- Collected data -
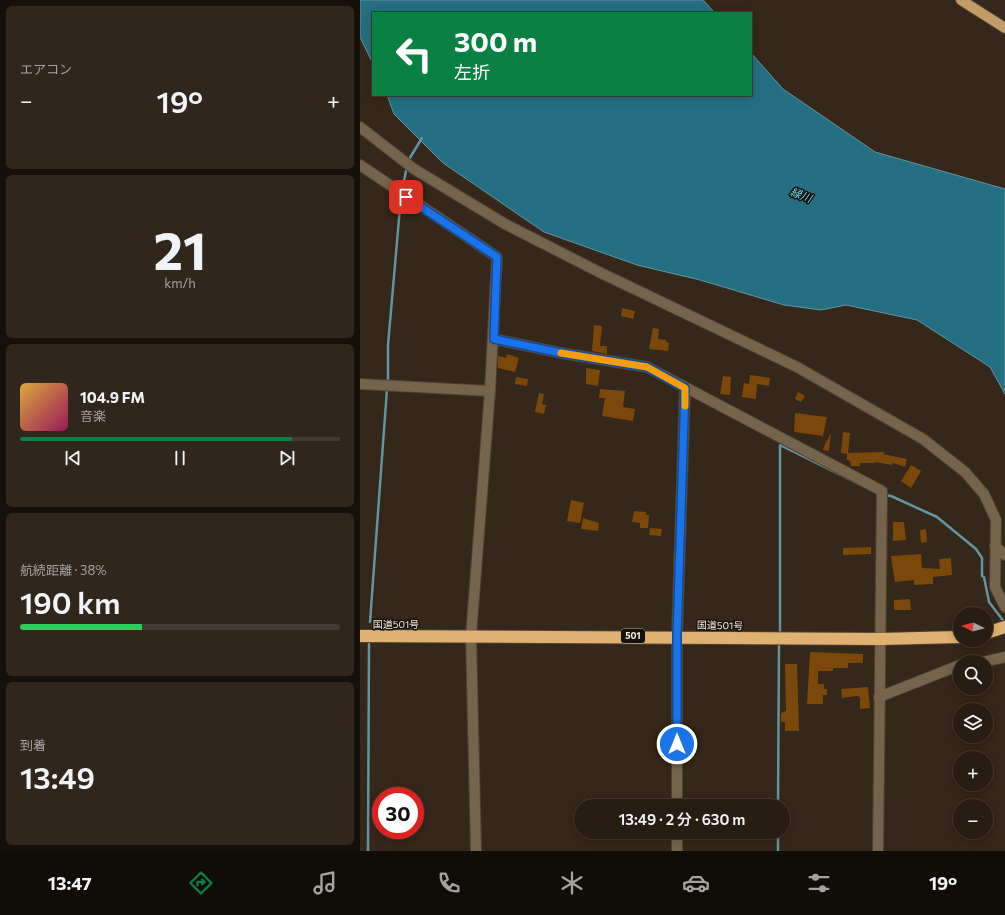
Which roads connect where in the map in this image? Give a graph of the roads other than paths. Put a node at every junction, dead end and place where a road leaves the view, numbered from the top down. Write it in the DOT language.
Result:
graph roads {
  1 [pos="961,0"];
  2 [pos="1005,28"];
  3 [pos="360,126"];
  4 [pos="360,165"];
  5 [pos="494,339"];
  6 [pos="360,384"];
  7 [pos="685,388"];
  8 [pos="490,391"];
  9 [pos="995,546"];
  10 [pos="1005,555"];
  11 [pos="1005,607"];
  12 [pos="1005,627"];
  13 [pos="993,631"];
  14 [pos="360,636"];
  15 [pos="471,636"];
  16 [pos="677,636"];
  17 [pos="953,637"];
  18 [pos="880,639"];
  19 [pos="1005,657"];
  20 [pos="993,660"];
  21 [pos="953,668"];
  22 [pos="879,697"];
  23 [pos="677,799"];
  24 [pos="677,839"];
  25 [pos="476,851"];
  26 [pos="677,851"];
  27 [pos="878,851"];
  1 -- 2 [label="main road"];
  3 -- 9 [label="street"];
  4 -- 5 [label="street"];
  5 -- 7 [label="street"];
  5 -- 8 [label="street"];
  6 -- 8 [label="street"];
  7 -- 16 [label="street"];
  7 -- 18 [label="street"];
  8 -- 15 [label="street"];
  9 -- 10 [label="street"];
  9 -- 11 [label="street"];
  12 -- 13 [label="highway"];
  14 -- 15 [label="highway, 国道501号 / 501"];
  15 -- 16 [label="highway, 国道501号 / 501"];
  15 -- 25 [label="street"];
  16 -- 18 [label="highway, 国道501号 / 501"];
  16 -- 23 [label="street"];
  17 -- 18 [label="highway, 国道501号 / 501"];
  18 -- 22 [label="street"];
  19 -- 20 [label="street"];
  21 -- 22 [label="street"];
  22 -- 27 [label="street"];
  24 -- 26 [label="street"];
}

- TASK TO COMPLETE -
Repeat the lines above precisely and skip every picture.

- RESULT FOR THIS EXERCISE -
Which roads connect where in the map in this image? Give a graph of the roads other than paths. Put a node at every junction, dead end and place where a road leaves the view, numbered from the top down. Write it in the DOT language.
Result:
graph roads {
  1 [pos="961,0"];
  2 [pos="1005,28"];
  3 [pos="360,126"];
  4 [pos="360,165"];
  5 [pos="494,339"];
  6 [pos="360,384"];
  7 [pos="685,388"];
  8 [pos="490,391"];
  9 [pos="995,546"];
  10 [pos="1005,555"];
  11 [pos="1005,607"];
  12 [pos="1005,627"];
  13 [pos="993,631"];
  14 [pos="360,636"];
  15 [pos="471,636"];
  16 [pos="677,636"];
  17 [pos="953,637"];
  18 [pos="880,639"];
  19 [pos="1005,657"];
  20 [pos="993,660"];
  21 [pos="953,668"];
  22 [pos="879,697"];
  23 [pos="677,799"];
  24 [pos="677,839"];
  25 [pos="476,851"];
  26 [pos="677,851"];
  27 [pos="878,851"];
  1 -- 2 [label="main road"];
  3 -- 9 [label="street"];
  4 -- 5 [label="street"];
  5 -- 7 [label="street"];
  5 -- 8 [label="street"];
  6 -- 8 [label="street"];
  7 -- 16 [label="street"];
  7 -- 18 [label="street"];
  8 -- 15 [label="street"];
  9 -- 10 [label="street"];
  9 -- 11 [label="street"];
  12 -- 13 [label="highway"];
  14 -- 15 [label="highway, 国道501号 / 501"];
  15 -- 16 [label="highway, 国道501号 / 501"];
  15 -- 25 [label="street"];
  16 -- 18 [label="highway, 国道501号 / 501"];
  16 -- 23 [label="street"];
  17 -- 18 [label="highway, 国道501号 / 501"];
  18 -- 22 [label="street"];
  19 -- 20 [label="street"];
  21 -- 22 [label="street"];
  22 -- 27 [label="street"];
  24 -- 26 [label="street"];
}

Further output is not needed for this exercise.